Datasets to Evaluate Accuracy, Miscalibration and Popularity Lift in Recommendations
Description
This repository contains three datasets for evaluating accuracy, miscalibration and popularity lift in recommender systems. All datasets contain genre/category information in addition to different user group splits:
- Last.fm (lfm.zip), based on the LFM-1b dataset of JKU Linz (http://www.cp.jku.at/datasets/LFM-1b/)
- MovieLens (ml.zip), based on MovieLens-1M dataset (https://grouplens.org/datasets/movielens/1m/)
- MyAnimeList (anime.zip), based on the MyAnimeList dataset of Kaggle (https://www.kaggle.com/CooperUnion/anime-recommendations-database)

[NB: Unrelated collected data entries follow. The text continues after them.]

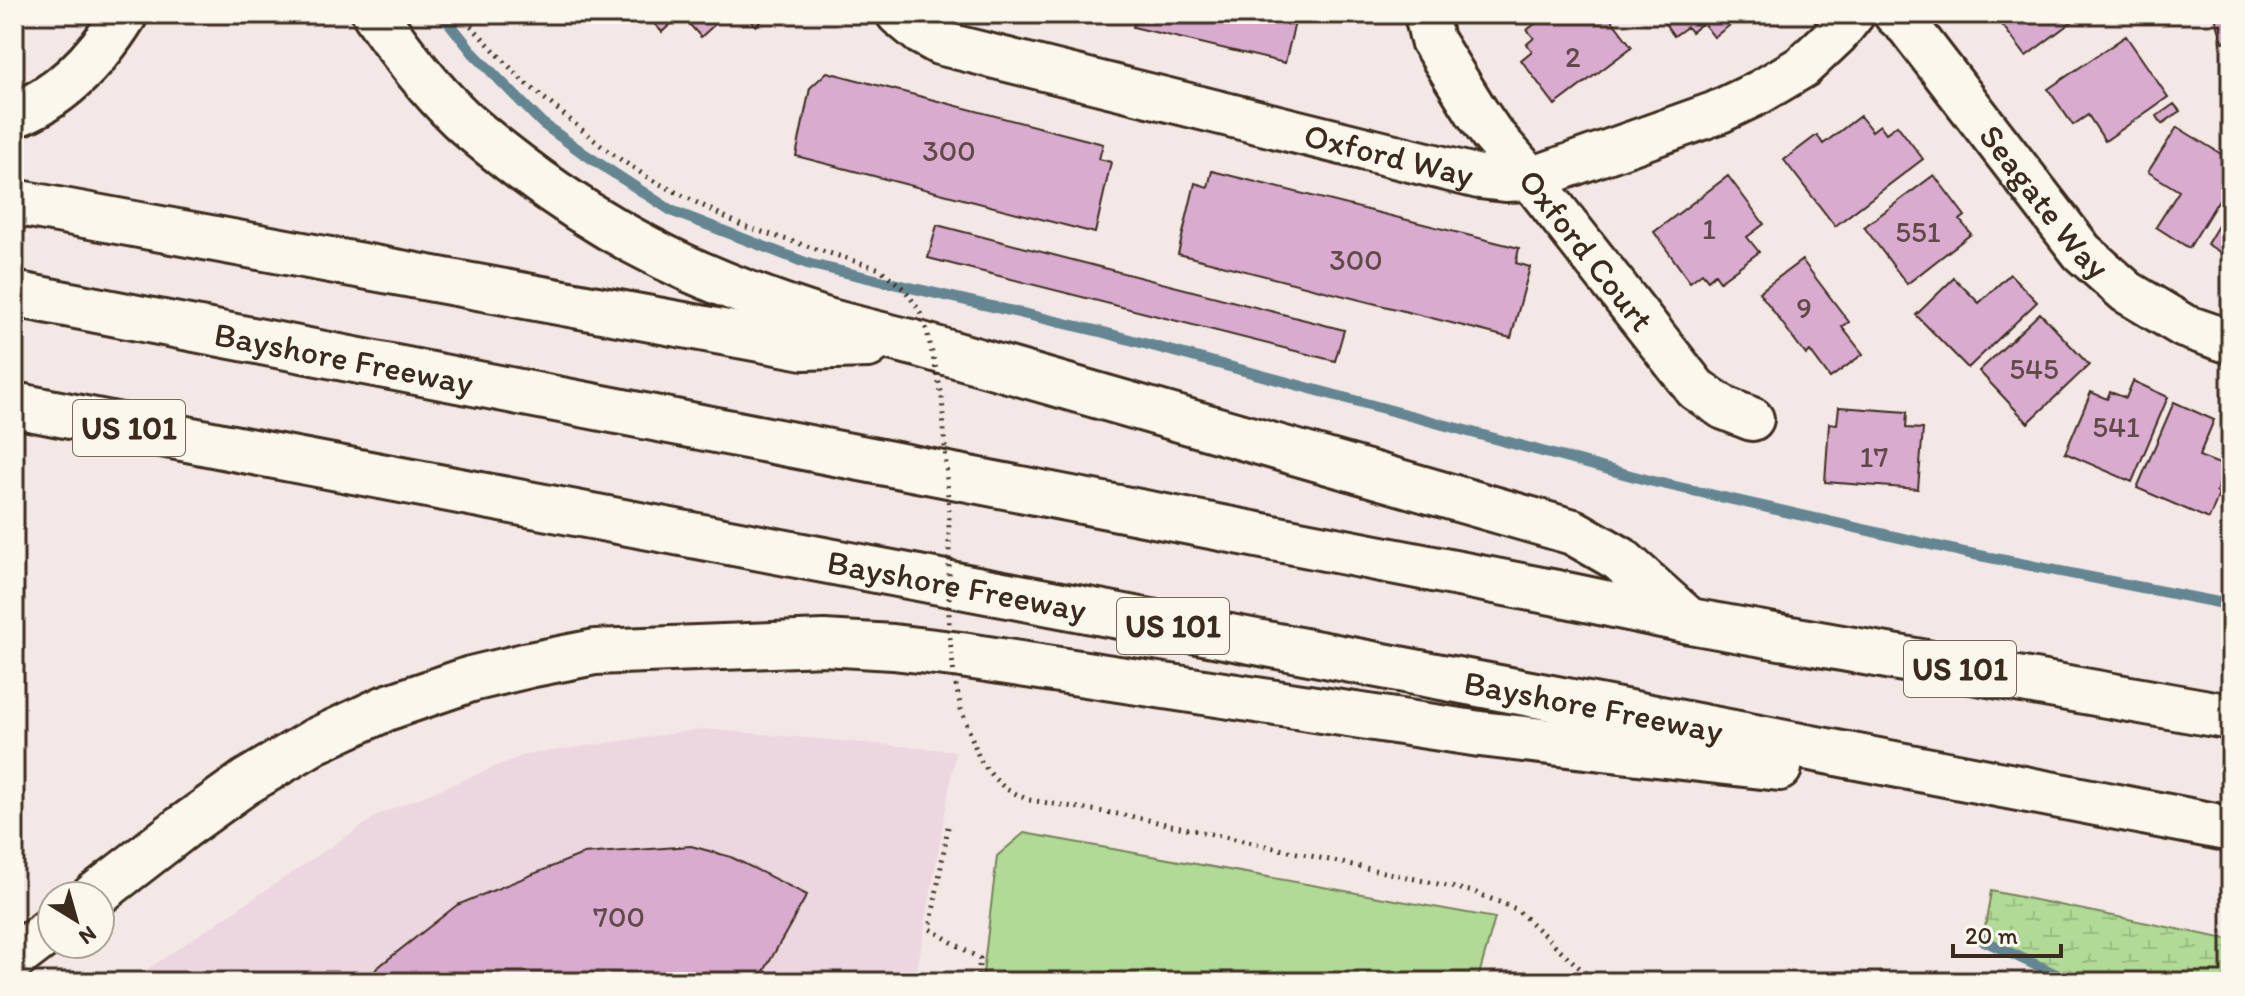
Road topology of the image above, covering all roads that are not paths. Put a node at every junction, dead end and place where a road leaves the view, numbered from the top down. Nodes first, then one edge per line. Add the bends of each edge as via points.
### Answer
1 (125, 14) edge
2 (375, 14) edge
3 (898, 14) edge
4 (1426, 14) edge
5 (1853, 14) edge
6 (1895, 14) edge
7 (14, 115) edge
8 (1531, 179) junction
9 (14, 202) edge
10 (14, 294) edge
11 (2231, 342) edge
12 (918, 344) junction
13 (14, 405) edge
14 (1752, 419) dead end
15 (14, 423) edge
16 (243, 450) junction
17 (1690, 621) junction
18 (2231, 717) edge
19 (2102, 804) junction
20 (2231, 829) edge
21 (115, 880) edge
22 (36, 941) edge
23 (14, 958) edge

1 - 7 highway via 108,42 71,80
2 - 12 highway via 460,118 603,226 711,280 826,321
3 - 8 street, Oxford Way via 939,43 1479,177
4 - 8 street, Oxford Court via 1432,40 1476,111
5 - 8 street, Oxford Way via 1802,67 1760,92 1716,113
6 - 11 street, Seagate Way via 2082,252 2127,292 2184,326
8 - 14 street, Oxford Court via 1696,389
9 - 12 highway via 804,347
10 - 17 highway, Bayshore Freeway / US 101
12 - 17 highway via 1573,532 1620,559
13 - 16 highway, Bayshore Freeway / US 101
15 - 16 highway
16 - 19 highway, Bayshore Freeway / US 101
17 - 18 highway, Bayshore Freeway / US 101
19 - 20 highway, Bayshore Freeway / US 101
19 - 21 highway via 1480,734 961,655 824,643 595,652 471,679 386,708 315,741 246,782
22 - 23 highway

'user_events_cats.txt' contains the users' rating/interaction data along with a list of genres/categories assigend to the rated items. The list of categories is given in 'categories.txt'. Additionally, assignments to three user groups that differ in their inclination to popular/mainstream items are provided: LowPop in 'low_main_users.txt', MedPop in 'med_main_users.txt', and HighPop in 'high_main_users.txt'.
The format of the three user files are "user,mainstreaminess"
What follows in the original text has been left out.